Automatic Synthetic Data and Fine-grained Adaptive Feature Alignment for Composed Person Retrieval
Delong Liu, Haiwen Li, Zhaohui Hou, Zhicheng Zhao, Fei Su, Yuan Dong
TL;DR
This paper tackles Composed Person Retrieval (CPR), which combines visual and textual queries to identify individuals in large image collections, addressing data scarcity with a scalable SynCPR data synthesis pipeline and a rigorous filtering process. It introduces FAFA, a fine-grained adaptive feature alignment framework with dynamic feature alignment (FDA), feature diversity (FD), and masked feature reasoning (MFR) to enable end-to-end CPR. A million-scale synthetic dataset SynCPR and a carefully annotated ITCPR test set are released to enable training and evaluation, with experiments showing substantial improvements over image-only, text-only, and cross-modal baselines, including on CIR-derived tasks. The work demonstrates the practical impact of integrating multimodal synthesis and fine-grained alignment for robust, scalable composed person retrieval, with broad implications for surveillance, forensics, and multimedia search while providing code and data access for reproducibility.
Abstract
Person retrieval has attracted rising attention. Existing methods are mainly divided into two retrieval modes, namely image-only and text-only. However, they are unable to make full use of the available information and are difficult to meet diverse application requirements. To address the above limitations, we propose a new Composed Person Retrieval (CPR) task, which combines visual and textual queries to identify individuals of interest from large-scale person image databases. Nevertheless, the foremost difficulty of the CPR task is the lack of available annotated datasets. Therefore, we first introduce a scalable automatic data synthesis pipeline, which decomposes complex multimodal data generation into the creation of textual quadruples followed by identity-consistent image synthesis using fine-tuned generative models. Meanwhile, a multimodal filtering method is designed to ensure the resulting SynCPR dataset retains 1.15 million high-quality and fully synthetic triplets. Additionally, to improve the representation of composed person queries, we propose a novel Fine-grained Adaptive Feature Alignment (FAFA) framework through fine-grained dynamic alignment and masked feature reasoning.
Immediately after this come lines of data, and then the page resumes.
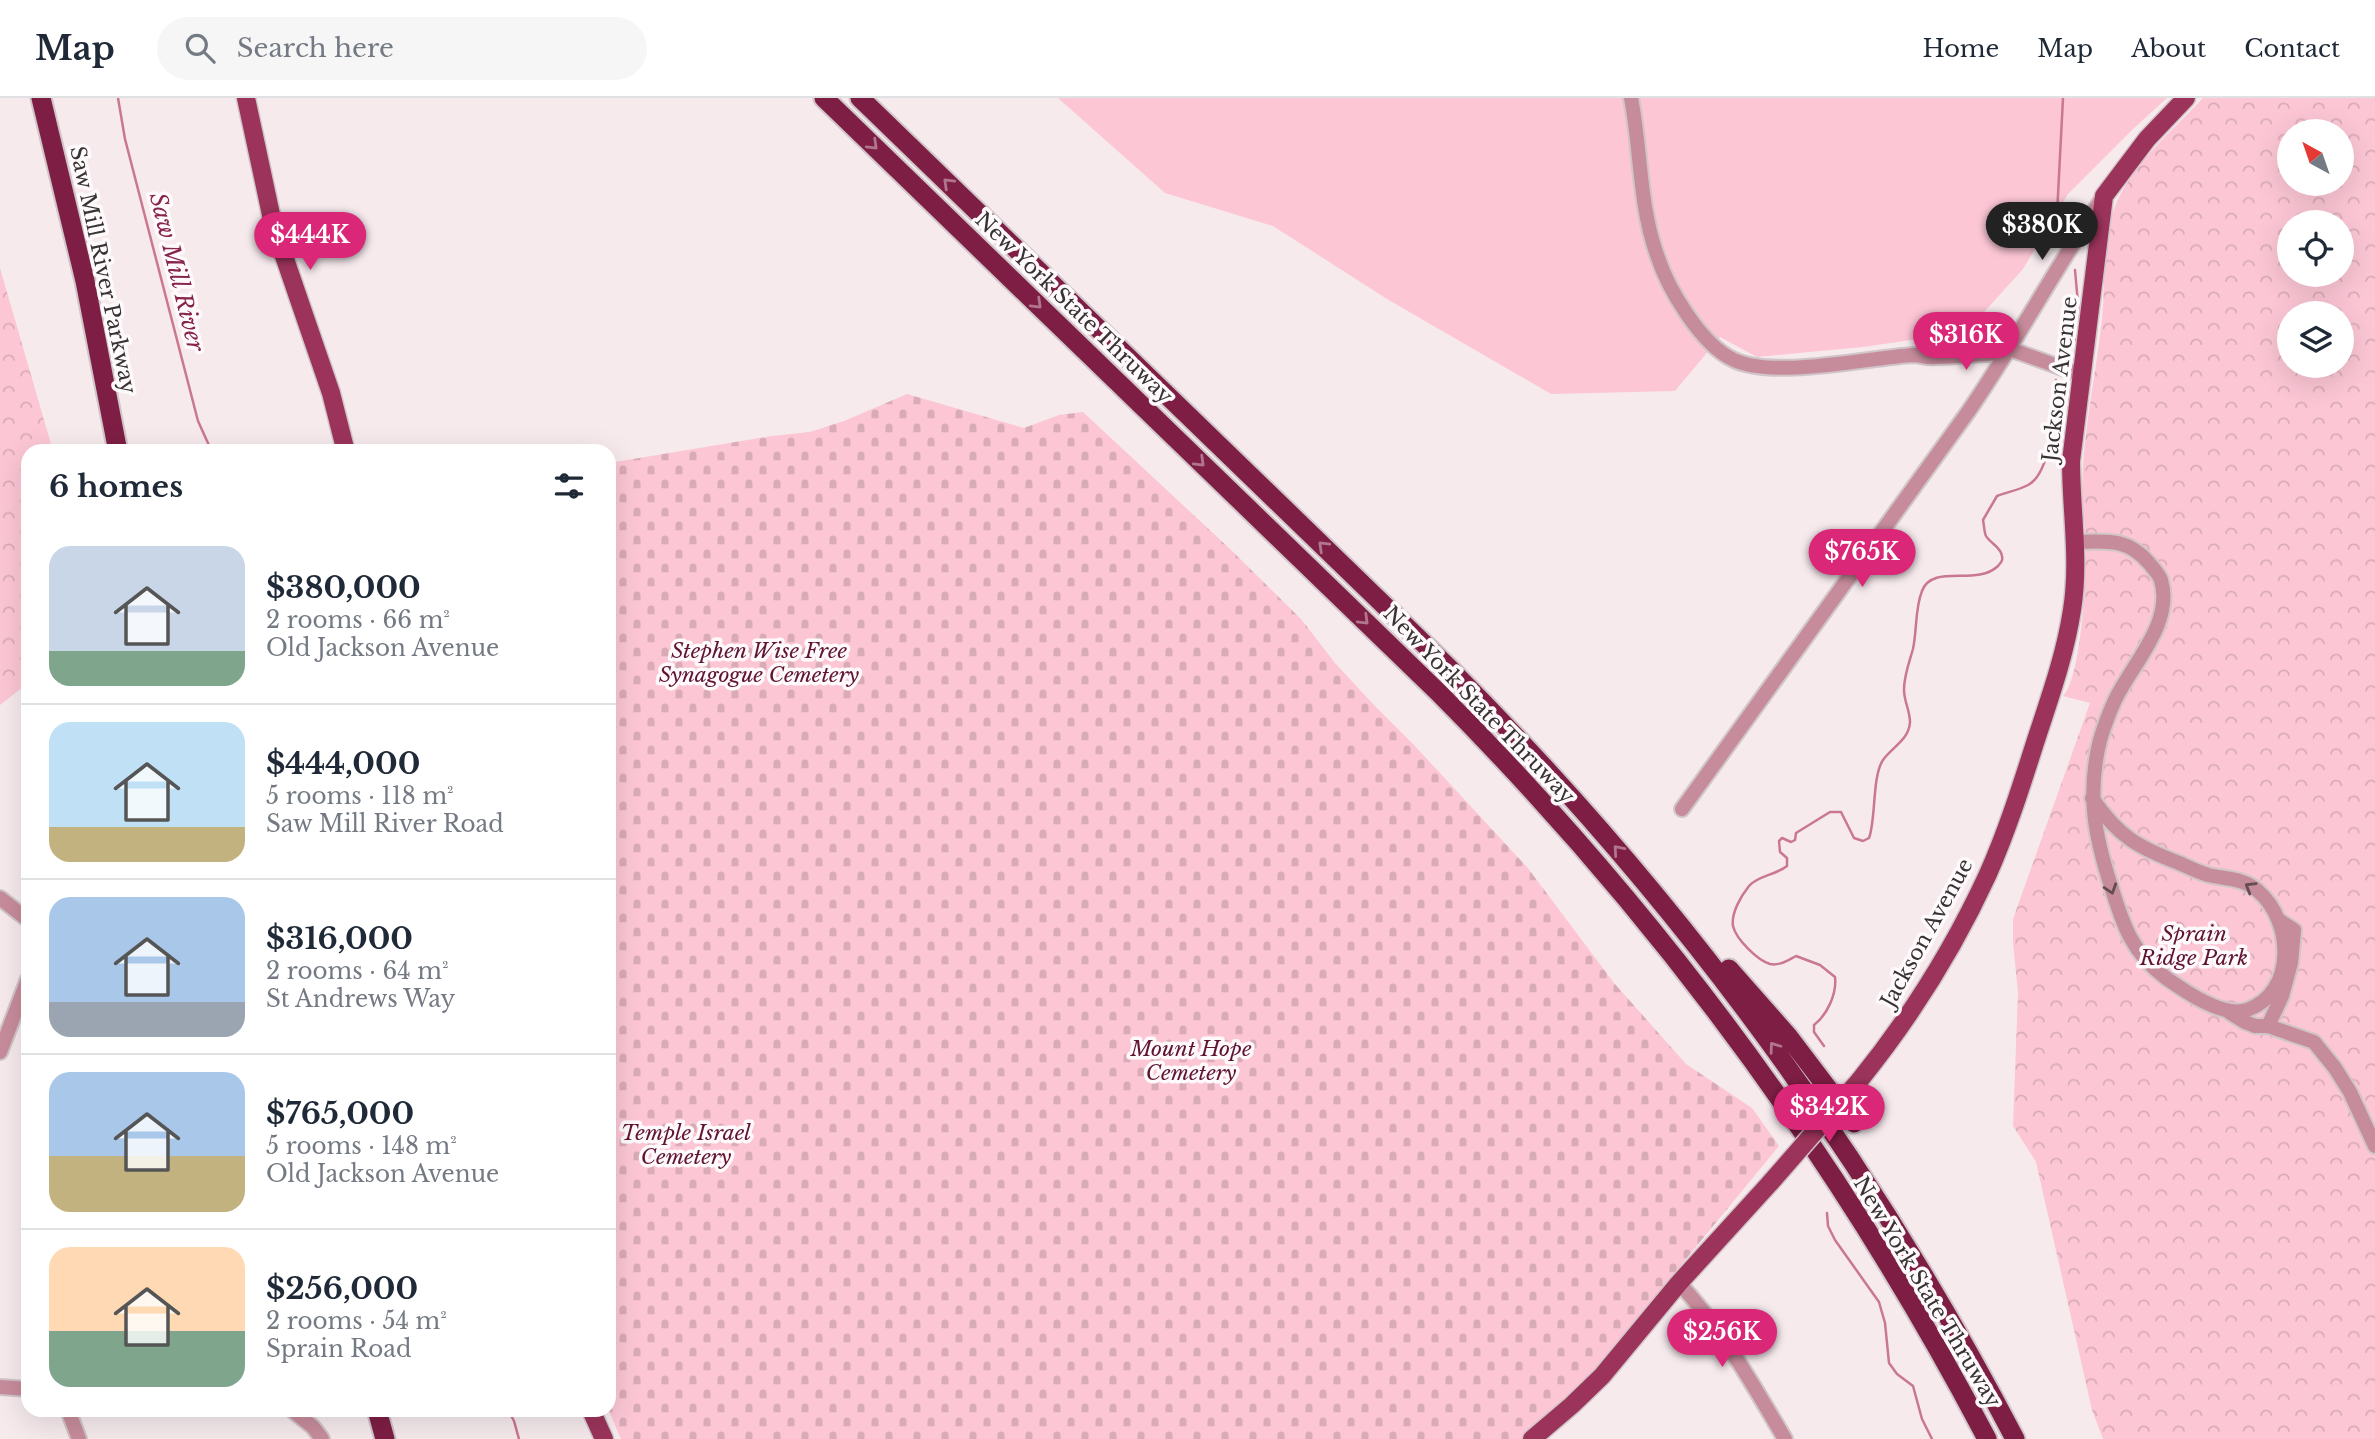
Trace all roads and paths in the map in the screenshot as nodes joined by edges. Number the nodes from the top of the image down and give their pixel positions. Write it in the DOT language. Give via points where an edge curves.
graph roads {
  1 [pos="41,98"];
  2 [pos="53,98"];
  3 [pos="246,98"];
  4 [pos="824,98"];
  5 [pos="860,98"];
  6 [pos="1631,98"];
  7 [pos="2186,98"];
  8 [pos="2104,196"];
  9 [pos="1958,338"];
  10 [pos="1984,343"];
  11 [pos="2007,348"];
  12 [pos="1917,355"];
  13 [pos="1961,355"];
  14 [pos="2082,375"];
  15 [pos="116,444"];
  16 [pos="128,444"];
  17 [pos="344,444"];
  18 [pos="2077,542"];
  19 [pos="2092,798"];
  20 [pos="1682,809"];
  21 [pos="2127,838"];
  22 [pos="2102,858"];
  23 [pos="1638,873"];
  24 [pos="0,898"];
  25 [pos="21,914"];
  26 [pos="2280,921"];
  27 [pos="21,997"];
  28 [pos="2229,1012"];
  29 [pos="2268,1026"];
  30 [pos="0,1052"];
  31 [pos="1854,1123"];
  32 [pos="2375,1146"];
  33 [pos="1679,1283"];
  34 [pos="0,1387"];
  35 [pos="21,1388"];
  36 [pos="71,1417"];
  37 [pos="300,1417"];
  38 [pos="367,1417"];
  39 [pos="378,1417"];
  40 [pos="594,1417"];
  41 [pos="321,1437"];
  42 [pos="79,1439"];
  43 [pos="373,1439"];
  44 [pos="385,1439"];
  45 [pos="604,1439"];
  46 [pos="1532,1439"];
  47 [pos="1785,1439"];
  48 [pos="1987,1439"];
  49 [pos="2015,1439"];
  1 -- 15 [label="highway, Saw Mill River Parkway" via="80,259"];
  2 -- 16 [label="highway, Saw Mill River Parkway" via="93,264"];
  3 -- 17 [label="main road" via="273,224"];
  4 -- 48 [label="highway, New York State Thruway, one-way" via="1439,692 1583,846 1693,981 1796,1122 1891,1269"];
  23 -- 5 [label="highway, New York State Thruway, one-way" via="1449,668"];
  6 -- 12 [label="street" via="1656,254 1684,309 1717,349 1735,361 1763,368"];
  7 -- 8 [label="main road" via="2147,139"];
  8 -- 11 [label="street"];
  8 -- 14 [label="main road, Jackson Avenue"];
  9 -- 10 [label="street" via="1963,333 1981,332"];
  9 -- 12 [label="street"];
  9 -- 13 [label="street"];
  10 -- 11 [label="street" via="2002,339"];
  10 -- 13 [label="street"];
  11 -- 14 [label="street"];
  11 -- 20 [label="street" via="1968,412"];
  12 -- 13 [label="street"];
  14 -- 18 [label="main road, Jackson Avenue" via="2071,461"];
  18 -- 19 [label="street" via="2125,544 2161,578 2164,601 2156,627 2115,700 2101,738"];
  18 -- 33 [label="main road, Jackson Avenue, bridge" via="2063,653 2006,831 1959,931 1910,1014 1859,1081"];
  19 -- 21 [label="street"];
  19 -- 22 [label="street"];
  21 -- 22 [label="street" via="2110,845"];
  26 -- 21 [label="street, one-way" via="2256,889 2208,875"];
  22 -- 28 [label="street, one-way" via="2120,915 2148,965 2185,992"];
  23 -- 31 [label="highway" via="1767,1011"];
  49 -- 23 [label="highway, New York State Thruway, one-way" via="1938,1300 1846,1152 1746,1010"];
  24 -- 25 [label="street"];
  26 -- 28 [label="street" via="2284,950 2277,987 2255,1006"];
  26 -- 29 [label="street" via="2294,930 2294,946 2282,996"];
  27 -- 30 [label="street"];
  28 -- 29 [label="street" via="2245,1023"];
  29 -- 32 [label="street" via="2314,1042 2350,1091"];
  33 -- 46 [label="main road, Jackson Avenue" via="1602,1376"];
  33 -- 47 [label="street" via="1724,1340"];
  34 -- 35 [label="street"];
  36 -- 42 [label="street"];
  37 -- 41 [label="street"];
  38 -- 43 [label="highway"];
  39 -- 44 [label="highway"];
  40 -- 45 [label="main road"];
}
Moreover, for objective evaluation, we manually annotate the Image-Text Composed Person Retrieval (ITCPR) test set. The extensive experiments demonstrate the effectiveness of the SynCPR dataset and the superiority of the proposed FAFA framework when compared with the state-of-the-art methods. All code and data will be provided at https://github.com/Delong-liu-bupt/Composed_Person_Retrieval.